Provided material
»»
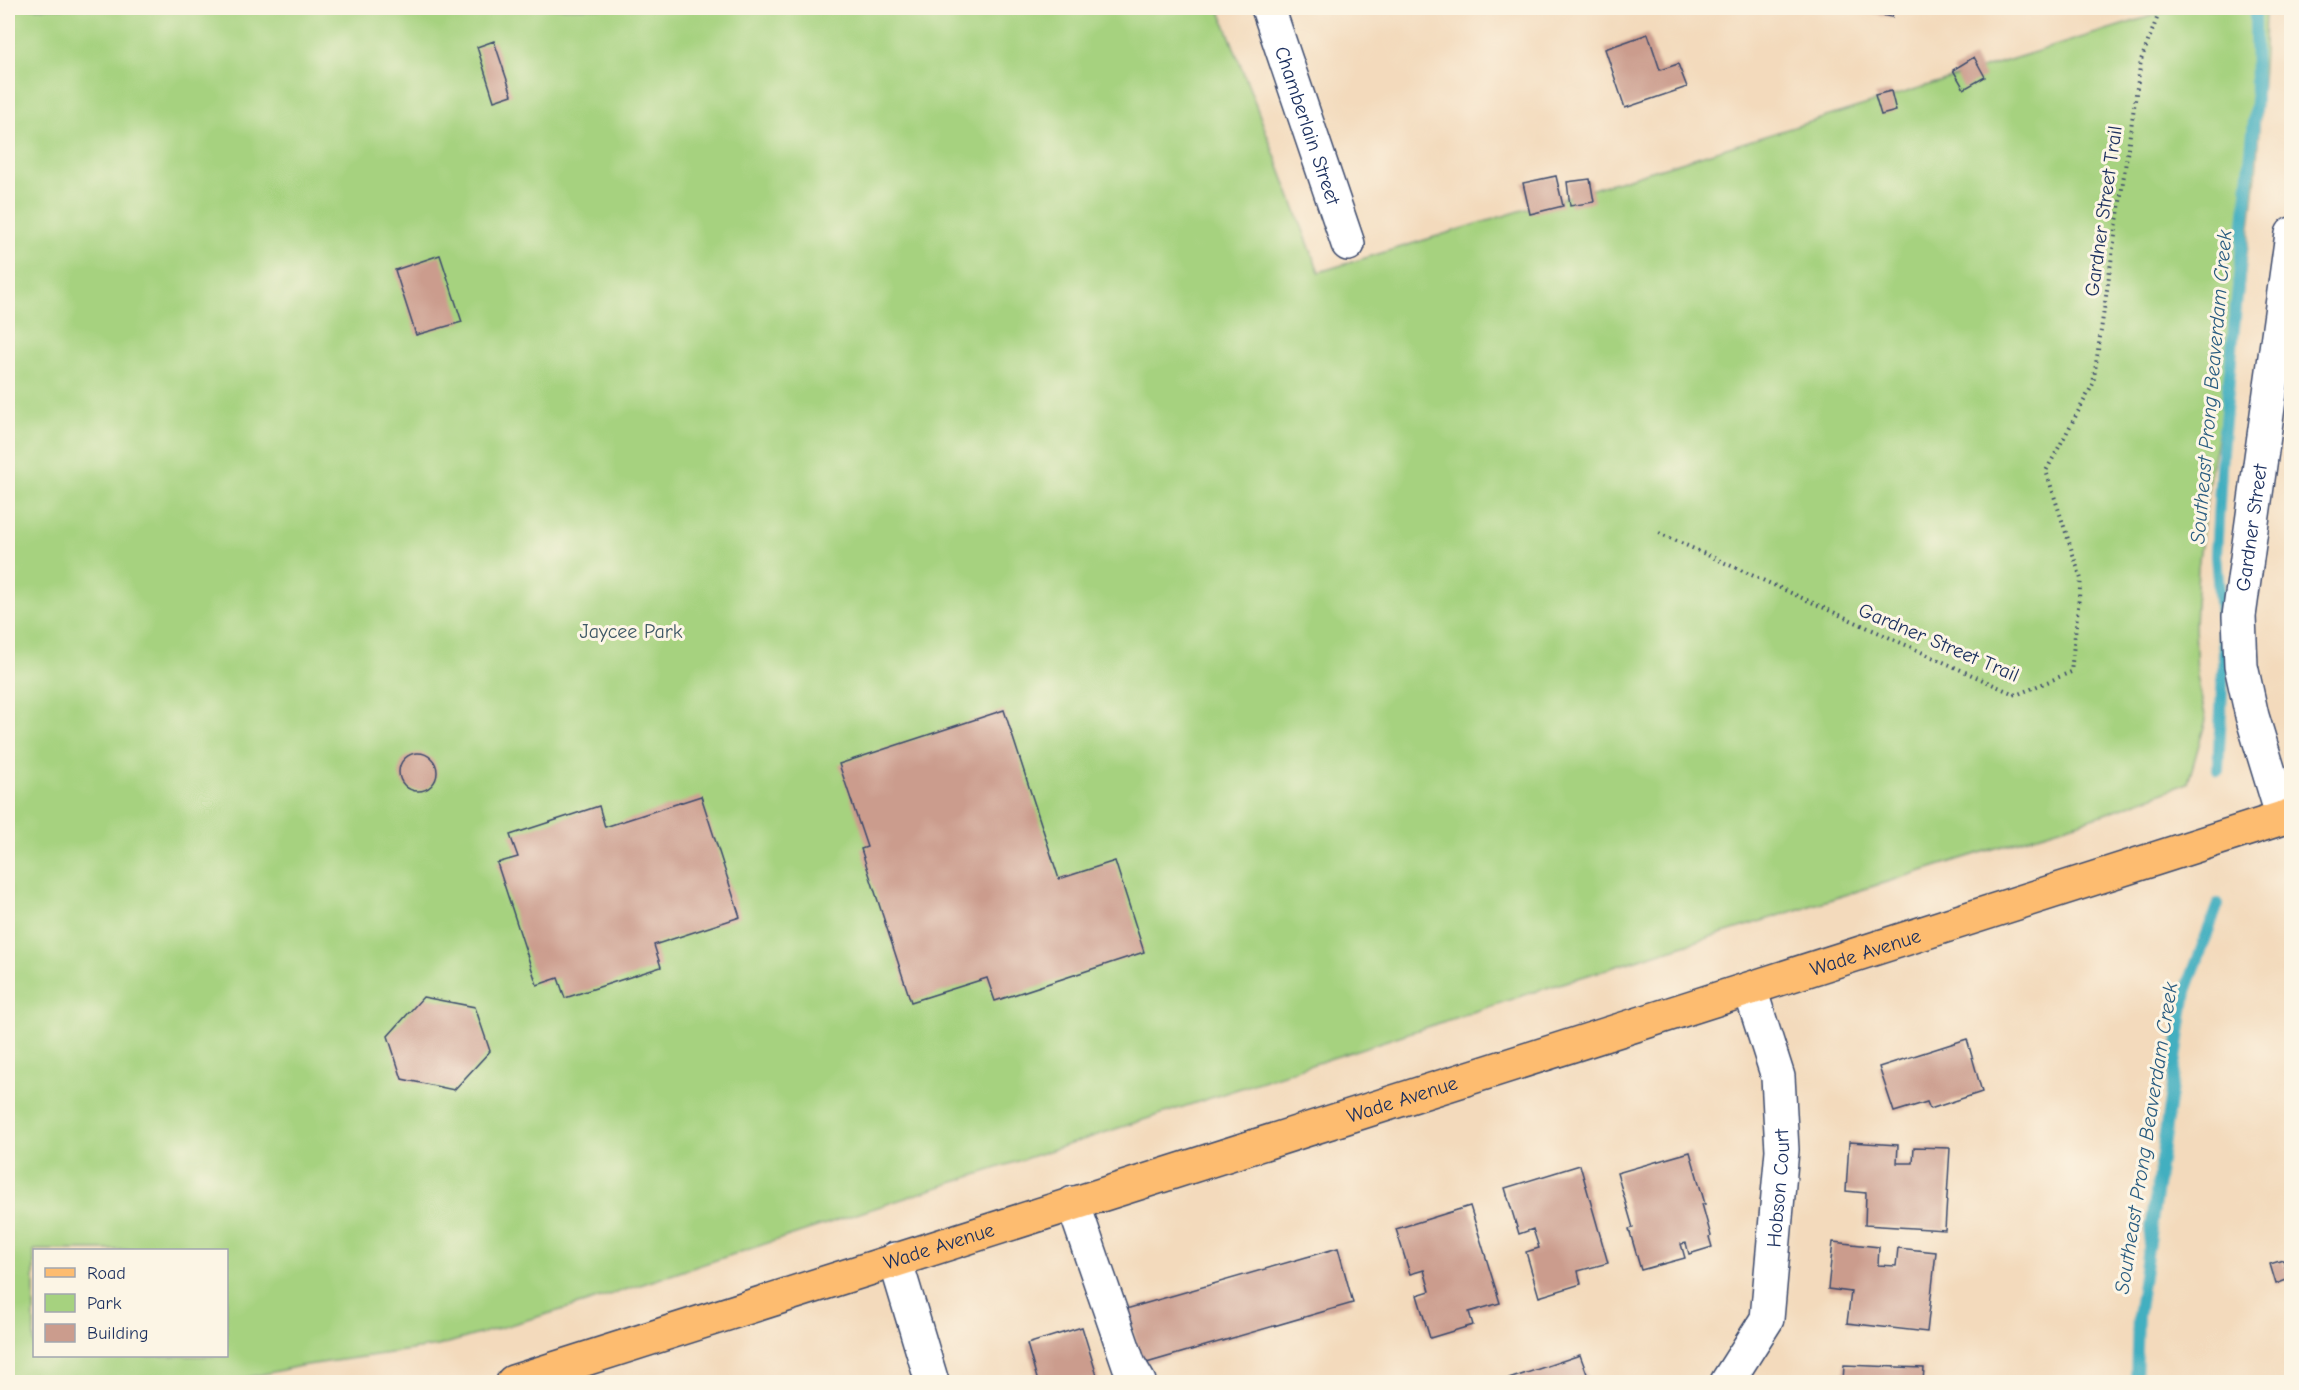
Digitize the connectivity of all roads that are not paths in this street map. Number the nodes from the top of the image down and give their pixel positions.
1 (1268, 8) edge
2 (2292, 234) edge
3 (1348, 244) dead end
4 (2287, 817) edge
5 (1750, 989) junction
6 (1073, 1203) junction
7 (895, 1259) junction
8 (513, 1383) edge
9 (932, 1383) edge
10 (1139, 1383) edge
11 (1727, 1383) edge

1 - 3 street, Chamberlain Street
2 - 4 street, Gardner Street
4 - 5 main road, Wade Avenue
5 - 6 main road, Wade Avenue
5 - 11 street, Hobson Court
6 - 7 main road, Wade Avenue
6 - 10 street
7 - 8 main road, Wade Avenue
7 - 9 street

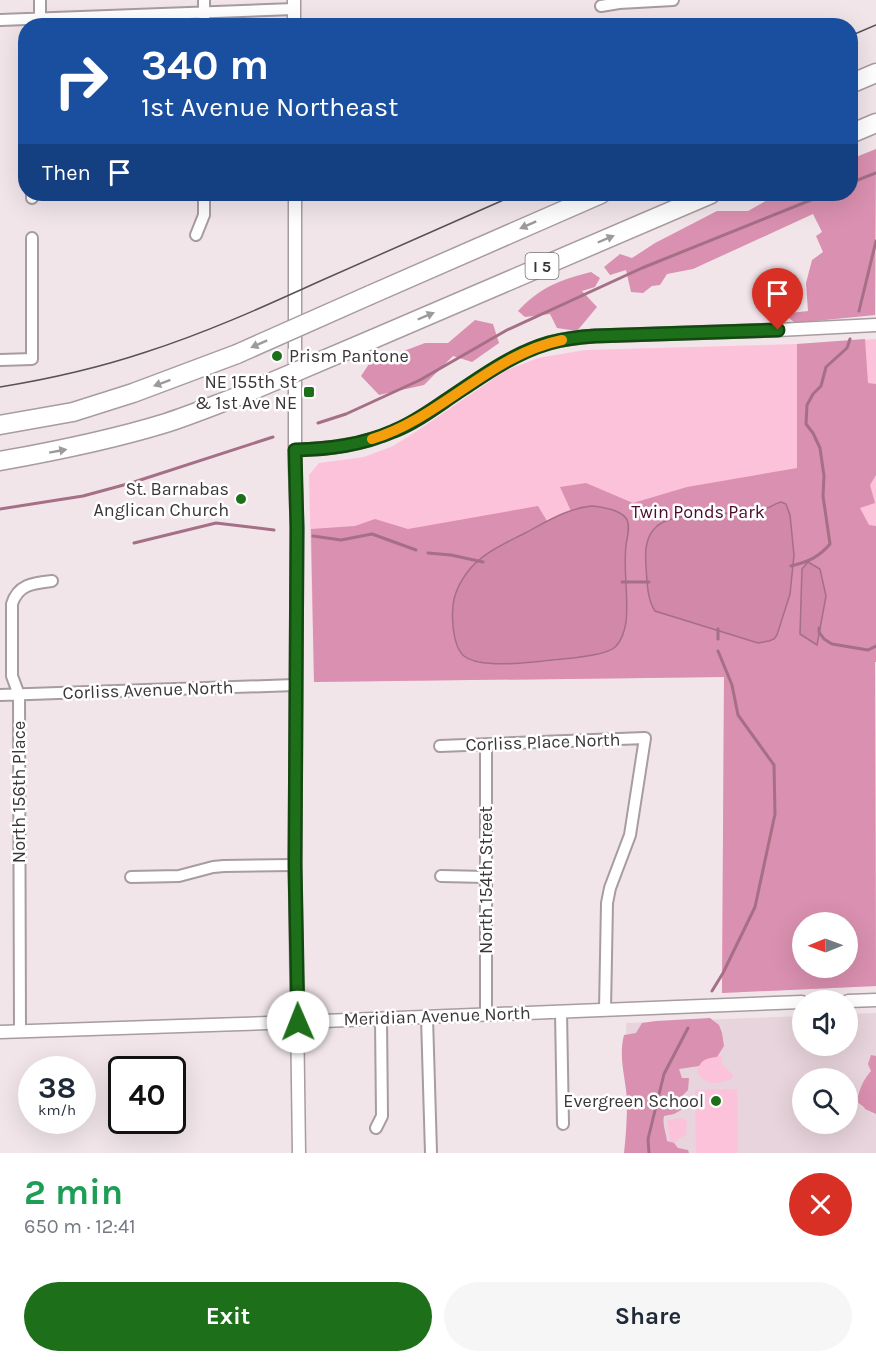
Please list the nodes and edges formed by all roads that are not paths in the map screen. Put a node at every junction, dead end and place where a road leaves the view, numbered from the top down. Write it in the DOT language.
graph roads {
  1 [pos="40,0"];
  2 [pos="204,0"];
  3 [pos="673,0"];
  4 [pos="294,5"];
  5 [pos="601,6"];
  6 [pos="204,12"];
  7 [pos="38,18"];
  8 [pos="104,18"];
  9 [pos="204,18"];
  10 [pos="0,20"];
  11 [pos="18,21"];
  12 [pos="876,73"];
  13 [pos="858,81"];
  14 [pos="876,123"];
  15 [pos="858,131"];
  16 [pos="204,201"];
  17 [pos="296,201"];
  18 [pos="585,201"];
  19 [pos="695,201"];
  20 [pos="196,235"];
  21 [pos="32,238"];
  22 [pos="876,325"];
  23 [pos="0,360"];
  24 [pos="0,425"];
  25 [pos="295,450"];
  26 [pos="0,461"];
  27 [pos="52,581"];
  28 [pos="295,685"];
  29 [pos="18,694"];
  30 [pos="0,695"];
  31 [pos="486,745"];
  32 [pos="440,746"];
  33 [pos="295,865"];
  34 [pos="441,876"];
  35 [pos="131,877"];
  36 [pos="486,877"];
  37 [pos="876,1000"];
  38 [pos="858,1001"];
  39 [pos="792,1002"];
  40 [pos="605,1010"];
  41 [pos="561,1012"];
  42 [pos="486,1015"];
  43 [pos="427,1017"];
  44 [pos="381,1019"];
  45 [pos="298,1022"];
  46 [pos="20,1031"];
  47 [pos="0,1032"];
  48 [pos="563,1124"];
  49 [pos="376,1128"];
  50 [pos="299,1153"];
  51 [pos="431,1153"];
  1 -- 7 [label="street"];
  2 -- 6 [label="street"];
  3 -- 5 [label="street"];
  4 -- 6 [label="street"];
  6 -- 8 [label="street"];
  6 -- 9 [label="street"];
  10 -- 11 [label="street"];
  12 -- 13 [label="highway"];
  14 -- 15 [label="highway"];
  16 -- 20 [label="street"];
  17 -- 25 [label="street"];
  18 -- 24 [label="highway, I 5, one-way, bridge"];
  26 -- 19 [label="highway, I 5, one-way, bridge"];
  21 -- 23 [label="street"];
  22 -- 25 [label="street"];
  25 -- 28 [label="street"];
  27 -- 29 [label="street, North 156th Place"];
  28 -- 29 [label="street, Corliss Avenue North"];
  28 -- 33 [label="street"];
  29 -- 30 [label="street, Corliss Avenue North"];
  29 -- 46 [label="street, North 156th Place"];
  31 -- 32 [label="street, Corliss Place North"];
  31 -- 36 [label="street, North 154th Street"];
  31 -- 40 [label="street, Corliss Place North"];
  33 -- 35 [label="street"];
  33 -- 45 [label="street"];
  34 -- 36 [label="street"];
  36 -- 42 [label="street, North 154th Street"];
  37 -- 38 [label="street"];
  39 -- 40 [label="street, Meridian Avenue North"];
  40 -- 41 [label="street, Meridian Avenue North"];
  41 -- 42 [label="street, Meridian Avenue North"];
  41 -- 48 [label="street"];
  42 -- 43 [label="street, Meridian Avenue North"];
  43 -- 44 [label="street, Meridian Avenue North"];
  43 -- 51 [label="street"];
  44 -- 45 [label="street, Meridian Avenue North"];
  44 -- 49 [label="street"];
  45 -- 46 [label="street, Meridian Avenue North"];
  45 -- 50 [label="street"];
  46 -- 47 [label="street, Meridian Avenue North"];
}
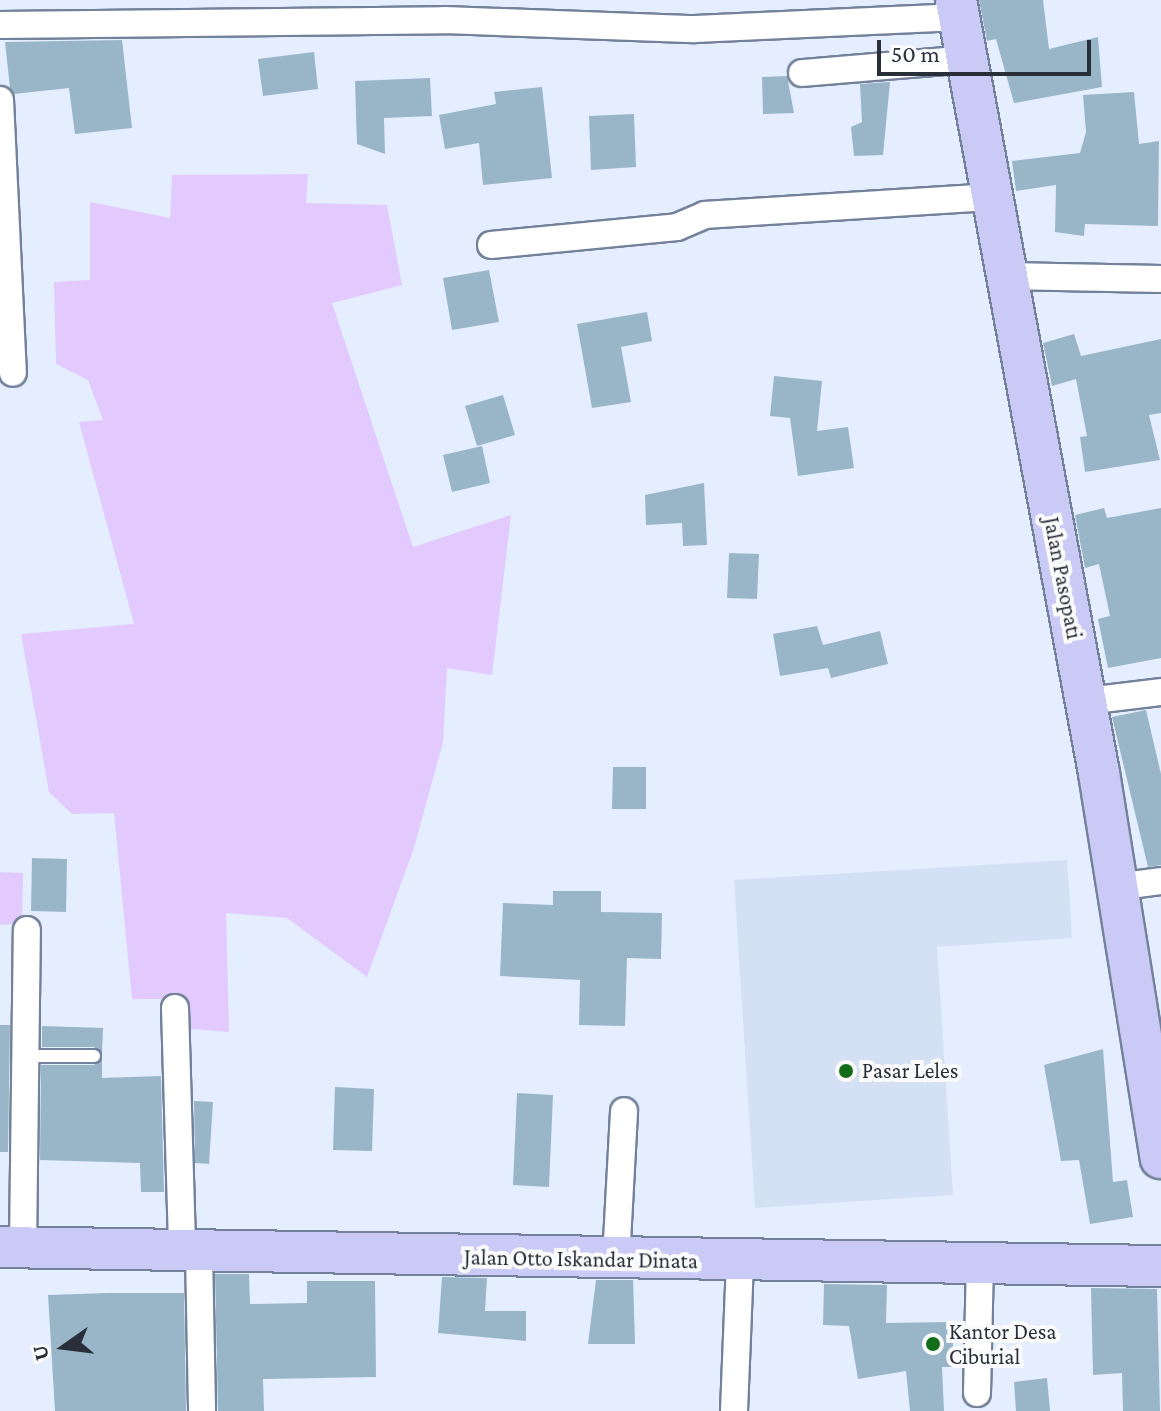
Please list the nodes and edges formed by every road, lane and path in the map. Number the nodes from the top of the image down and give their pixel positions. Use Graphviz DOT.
graph roads {
  1 [pos="958,9"];
  2 [pos="0,25"];
  3 [pos="968,59"];
  4 [pos="802,73"];
  5 [pos="0,100"];
  6 [pos="992,197"];
  7 [pos="491,245"];
  8 [pos="1006,276"];
  9 [pos="1161,279"];
  10 [pos="13,373"];
  11 [pos="1161,692"];
  12 [pos="1086,701"];
  13 [pos="1161,881"];
  14 [pos="1116,887"];
  15 [pos="27,930"];
  16 [pos="175,1008"];
  17 [pos="23,1056"];
  18 [pos="94,1056"];
  19 [pos="11,1082"];
  20 [pos="624,1111"];
  21 [pos="1161,1158"];
  22 [pos="11,1247"];
  23 [pos="190,1252"];
  24 [pos="616,1260"];
  25 [pos="980,1260"];
  26 [pos="740,1262"];
  27 [pos="1161,1266"];
  28 [pos="977,1393"];
  29 [pos="202,1411"];
  30 [pos="734,1411"];
  1 -- 2 [label="street"];
  1 -- 3 [label="main road, Jalan Pasopati"];
  3 -- 4 [label="street"];
  3 -- 6 [label="main road, Jalan Pasopati"];
  5 -- 10 [label="street"];
  6 -- 7 [label="street"];
  6 -- 8 [label="main road, Jalan Pasopati"];
  8 -- 9 [label="street"];
  8 -- 12 [label="main road, Jalan Pasopati"];
  11 -- 12 [label="street"];
  12 -- 14 [label="main road, Jalan Pasopati"];
  13 -- 14 [label="street"];
  14 -- 21 [label="main road, Jalan Pasopati"];
  15 -- 17 [label="street"];
  16 -- 23 [label="street"];
  17 -- 18 [label="lane"];
  17 -- 19 [label="street"];
  19 -- 22 [label="street"];
  20 -- 24 [label="street"];
  22 -- 23 [label="main road, Jalan Otto Iskandar Dinata"];
  23 -- 24 [label="main road, Jalan Otto Iskandar Dinata"];
  23 -- 29 [label="street"];
  24 -- 26 [label="main road, Jalan Otto Iskandar Dinata"];
  25 -- 26 [label="main road, Jalan Otto Iskandar Dinata"];
  25 -- 27 [label="main road, Jalan Otto Iskandar Dinata"];
  25 -- 28 [label="street"];
  26 -- 30 [label="street"];
}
««
Instructions for the task
After dropping every picture, transcribe each entry exactly.

Exercise result
Digitize the connectivity of all roads that are not paths in this street map. Number the nodes from the top of the image down and give their pixel positions.
1 (1268, 8) edge
2 (2292, 234) edge
3 (1348, 244) dead end
4 (2287, 817) edge
5 (1750, 989) junction
6 (1073, 1203) junction
7 (895, 1259) junction
8 (513, 1383) edge
9 (932, 1383) edge
10 (1139, 1383) edge
11 (1727, 1383) edge

1 - 3 street, Chamberlain Street
2 - 4 street, Gardner Street
4 - 5 main road, Wade Avenue
5 - 6 main road, Wade Avenue
5 - 11 street, Hobson Court
6 - 7 main road, Wade Avenue
6 - 10 street
7 - 8 main road, Wade Avenue
7 - 9 street

Please list the nodes and edges formed by all roads that are not paths in the map screen. Put a node at every junction, dead end and place where a road leaves the view, numbered from the top down. Write it in the DOT language.
graph roads {
  1 [pos="40,0"];
  2 [pos="204,0"];
  3 [pos="673,0"];
  4 [pos="294,5"];
  5 [pos="601,6"];
  6 [pos="204,12"];
  7 [pos="38,18"];
  8 [pos="104,18"];
  9 [pos="204,18"];
  10 [pos="0,20"];
  11 [pos="18,21"];
  12 [pos="876,73"];
  13 [pos="858,81"];
  14 [pos="876,123"];
  15 [pos="858,131"];
  16 [pos="204,201"];
  17 [pos="296,201"];
  18 [pos="585,201"];
  19 [pos="695,201"];
  20 [pos="196,235"];
  21 [pos="32,238"];
  22 [pos="876,325"];
  23 [pos="0,360"];
  24 [pos="0,425"];
  25 [pos="295,450"];
  26 [pos="0,461"];
  27 [pos="52,581"];
  28 [pos="295,685"];
  29 [pos="18,694"];
  30 [pos="0,695"];
  31 [pos="486,745"];
  32 [pos="440,746"];
  33 [pos="295,865"];
  34 [pos="441,876"];
  35 [pos="131,877"];
  36 [pos="486,877"];
  37 [pos="876,1000"];
  38 [pos="858,1001"];
  39 [pos="792,1002"];
  40 [pos="605,1010"];
  41 [pos="561,1012"];
  42 [pos="486,1015"];
  43 [pos="427,1017"];
  44 [pos="381,1019"];
  45 [pos="298,1022"];
  46 [pos="20,1031"];
  47 [pos="0,1032"];
  48 [pos="563,1124"];
  49 [pos="376,1128"];
  50 [pos="299,1153"];
  51 [pos="431,1153"];
  1 -- 7 [label="street"];
  2 -- 6 [label="street"];
  3 -- 5 [label="street"];
  4 -- 6 [label="street"];
  6 -- 8 [label="street"];
  6 -- 9 [label="street"];
  10 -- 11 [label="street"];
  12 -- 13 [label="highway"];
  14 -- 15 [label="highway"];
  16 -- 20 [label="street"];
  17 -- 25 [label="street"];
  18 -- 24 [label="highway, I 5, one-way, bridge"];
  26 -- 19 [label="highway, I 5, one-way, bridge"];
  21 -- 23 [label="street"];
  22 -- 25 [label="street"];
  25 -- 28 [label="street"];
  27 -- 29 [label="street, North 156th Place"];
  28 -- 29 [label="street, Corliss Avenue North"];
  28 -- 33 [label="street"];
  29 -- 30 [label="street, Corliss Avenue North"];
  29 -- 46 [label="street, North 156th Place"];
  31 -- 32 [label="street, Corliss Place North"];
  31 -- 36 [label="street, North 154th Street"];
  31 -- 40 [label="street, Corliss Place North"];
  33 -- 35 [label="street"];
  33 -- 45 [label="street"];
  34 -- 36 [label="street"];
  36 -- 42 [label="street, North 154th Street"];
  37 -- 38 [label="street"];
  39 -- 40 [label="street, Meridian Avenue North"];
  40 -- 41 [label="street, Meridian Avenue North"];
  41 -- 42 [label="street, Meridian Avenue North"];
  41 -- 48 [label="street"];
  42 -- 43 [label="street, Meridian Avenue North"];
  43 -- 44 [label="street, Meridian Avenue North"];
  43 -- 51 [label="street"];
  44 -- 45 [label="street, Meridian Avenue North"];
  44 -- 49 [label="street"];
  45 -- 46 [label="street, Meridian Avenue North"];
  45 -- 50 [label="street"];
  46 -- 47 [label="street, Meridian Avenue North"];
}
Please list the nodes and edges formed by every road, lane and path in the map. Number the nodes from the top of the image down and give their pixel positions. Use Graphviz DOT.
graph roads {
  1 [pos="958,9"];
  2 [pos="0,25"];
  3 [pos="968,59"];
  4 [pos="802,73"];
  5 [pos="0,100"];
  6 [pos="992,197"];
  7 [pos="491,245"];
  8 [pos="1006,276"];
  9 [pos="1161,279"];
  10 [pos="13,373"];
  11 [pos="1161,692"];
  12 [pos="1086,701"];
  13 [pos="1161,881"];
  14 [pos="1116,887"];
  15 [pos="27,930"];
  16 [pos="175,1008"];
  17 [pos="23,1056"];
  18 [pos="94,1056"];
  19 [pos="11,1082"];
  20 [pos="624,1111"];
  21 [pos="1161,1158"];
  22 [pos="11,1247"];
  23 [pos="190,1252"];
  24 [pos="616,1260"];
  25 [pos="980,1260"];
  26 [pos="740,1262"];
  27 [pos="1161,1266"];
  28 [pos="977,1393"];
  29 [pos="202,1411"];
  30 [pos="734,1411"];
  1 -- 2 [label="street"];
  1 -- 3 [label="main road, Jalan Pasopati"];
  3 -- 4 [label="street"];
  3 -- 6 [label="main road, Jalan Pasopati"];
  5 -- 10 [label="street"];
  6 -- 7 [label="street"];
  6 -- 8 [label="main road, Jalan Pasopati"];
  8 -- 9 [label="street"];
  8 -- 12 [label="main road, Jalan Pasopati"];
  11 -- 12 [label="street"];
  12 -- 14 [label="main road, Jalan Pasopati"];
  13 -- 14 [label="street"];
  14 -- 21 [label="main road, Jalan Pasopati"];
  15 -- 17 [label="street"];
  16 -- 23 [label="street"];
  17 -- 18 [label="lane"];
  17 -- 19 [label="street"];
  19 -- 22 [label="street"];
  20 -- 24 [label="street"];
  22 -- 23 [label="main road, Jalan Otto Iskandar Dinata"];
  23 -- 24 [label="main road, Jalan Otto Iskandar Dinata"];
  23 -- 29 [label="street"];
  24 -- 26 [label="main road, Jalan Otto Iskandar Dinata"];
  25 -- 26 [label="main road, Jalan Otto Iskandar Dinata"];
  25 -- 27 [label="main road, Jalan Otto Iskandar Dinata"];
  25 -- 28 [label="street"];
  26 -- 30 [label="street"];
}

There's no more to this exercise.